Percutaneous Endoscopic Interlaminar Approach: Medial Foraminal Decompression in Treating Lumbar Disc Herniation or Spinal Stenosis
Ding Yu*, Zhu Teng-Yue, Zhang Jian-jun, Cui Hong-Peng, Fu Ben-Sheng and Qiao Jin-Lin
Department of Rehabilitation Medicine and Pain Center, PLA Navy General Hospital, Beijing, China
- *Corresponding Author:
- Ding Yu
Department of Rehabilitation Medicine and Pain Center
PLA Navy General Hospital, Beijing
Tel: +86 10 5625 9395
E-mail: [email protected]
Received date: May 15, 2017; Accepted date: May 27, 2017; Published date: May 31, 2017
Citation: Yu D, Teng-Yue Z, Jian-Jun Z, Hong-Peng C, Ben-Sheng F, et al. (2017) Percutaneous Endoscopic Interlaminar Approach: Medial Foraminal Decompression in Treating Lumbar Disc Herniation or Spinal Stenosis. J Spine 6: 375. doi:10.4172/2165-7939.1000375
Copyright: ©2014 Yu D, et al. This is an open-access article distributed under the terms of the Creative Commons Attribution License, which permits unrestricted use, distribution, and reproduction in any medium, provided the original author and source are credited.
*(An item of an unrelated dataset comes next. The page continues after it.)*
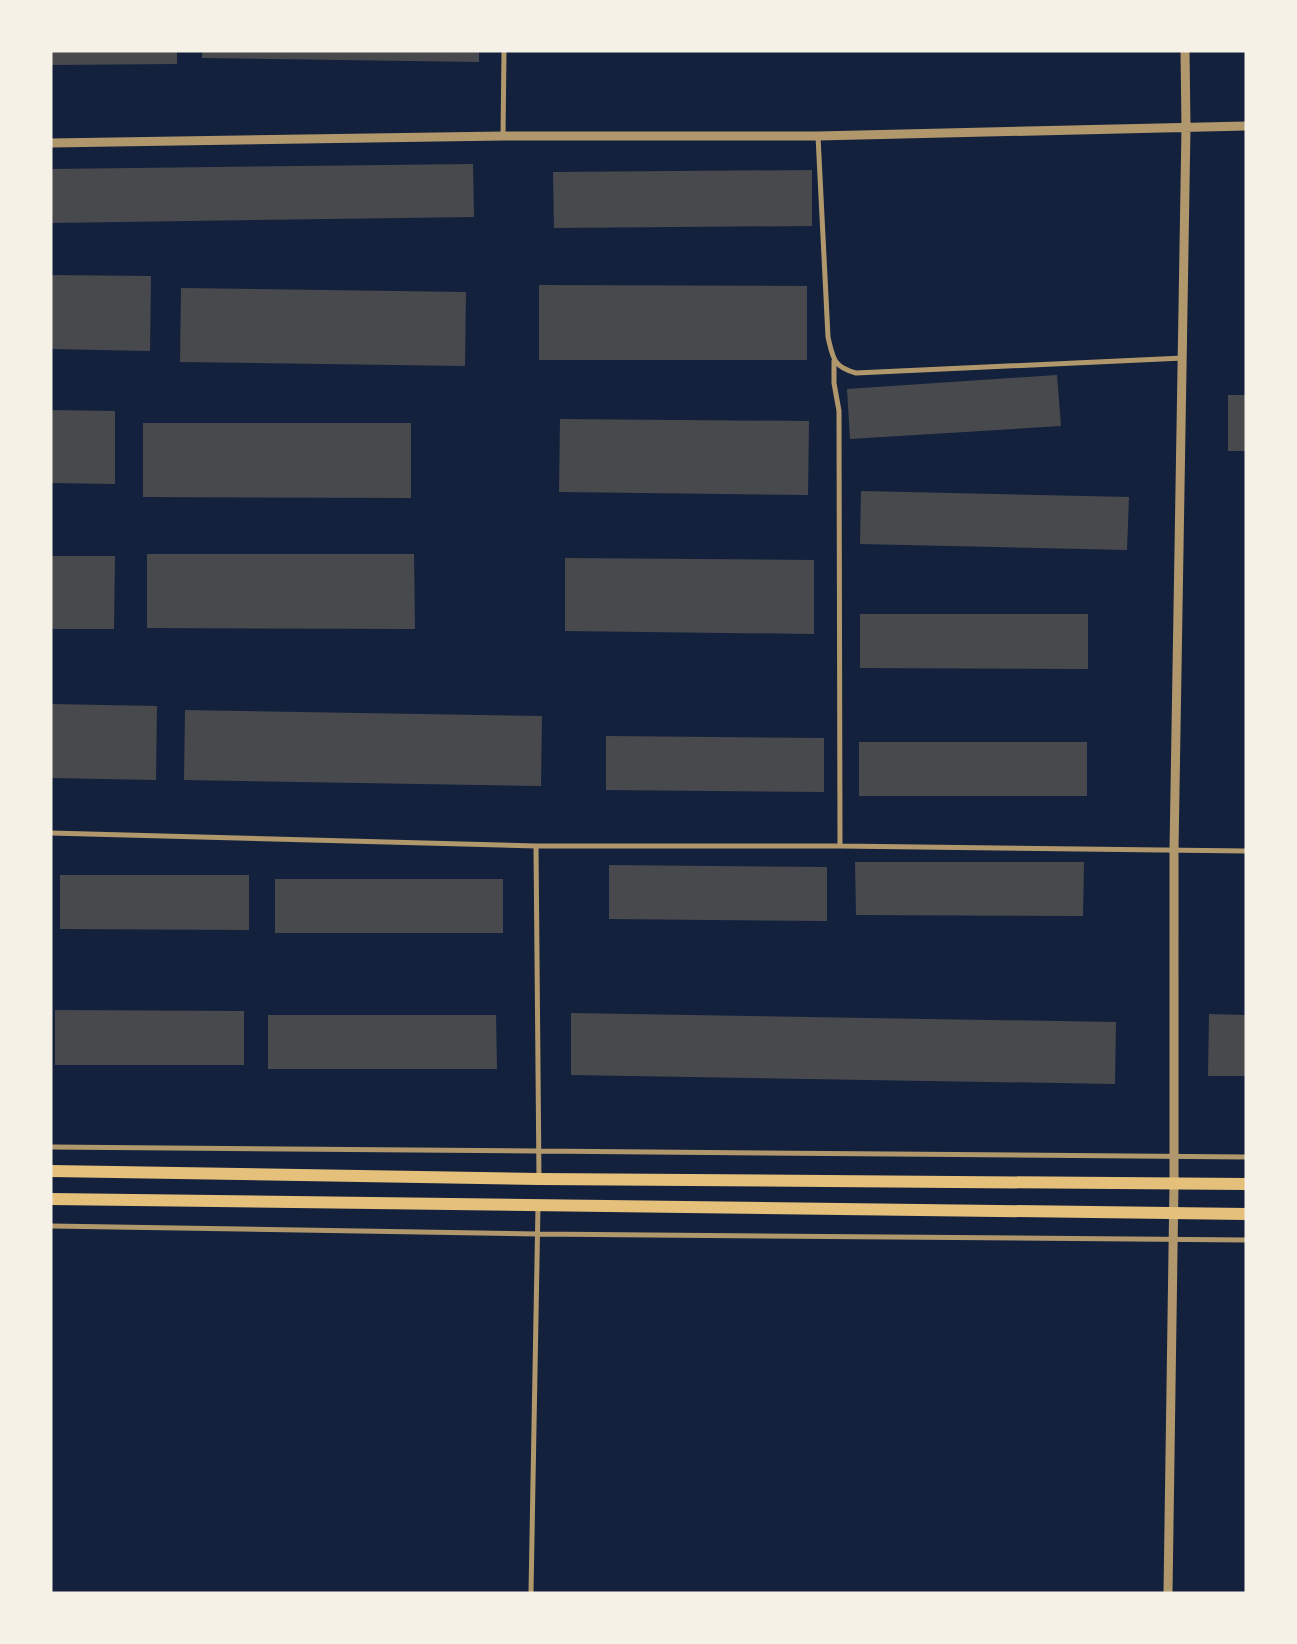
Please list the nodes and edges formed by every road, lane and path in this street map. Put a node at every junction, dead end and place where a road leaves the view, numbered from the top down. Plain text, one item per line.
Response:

Background: The technique of transforaminal endoscopic spine surgery is being widely used for lumbar degenerative diseases. But the interlaminar endoscopic surgery, which is more familiar and easier to be operated for spine surgeons, is more easily applied by traditionally trained surgeons. Objective: We propose the technique of percutaneous endoscopic medial foraminal decompression through interlaminar approach for the treatment of lumbar disc herniation (LDH) and spinal stenosis (LSS), and to explore the safety and efficacy of using this technique clinically. Methods: Thirty-two LDH and eleven LSS patients received medial foraminal decompression surgery with 22.6 ± 7.9 months follow-up. Through interlaminar space, we are able to perform discectomy and lateral recess decompression to decompress the medial foraminal area. Clinical efficacy was assessed by calculating the scores of VAS, SF-36, and lumbar disease JOA and ODI respectively at preoperative, postoperative and the discharge period, 3-6 months postoperatively and the final follow-up time point when patients were considered having received maximum surgical benefit. Follow-up time period varied because of the patients' follow-up logistics in China serving a large referral area made it difficult for rural patients to return at established intervals for the study. Results: For both LDH and LSS patients, the observational indexes of the follow-up time points showed significant differences compared with those preoperatively (P<0.01). Surgical results were assessed according to JOA scores: 22 cases were excellent, 16 cases were good, and 5 cases were fair by modified MacNab criteria. The satisfaction rate of PEMFD was 88.37% during the follow-up period with the improvement of daily life quality. One patient had postoperative radiation calf pain and foot numbness, and another one had the dorsal remnant of the dural sac without symptom. Conclusion: The treatment for LDH and LSS with medial foraminal decompression is safe and effective with minimal tissue trauma, less surgical morbidity to the lumbar canal, with full decompression of nerve roots and the cauda equina. It is more similar to traditional open surgery and easier to achieve adequate canal decompression, especially for LSS.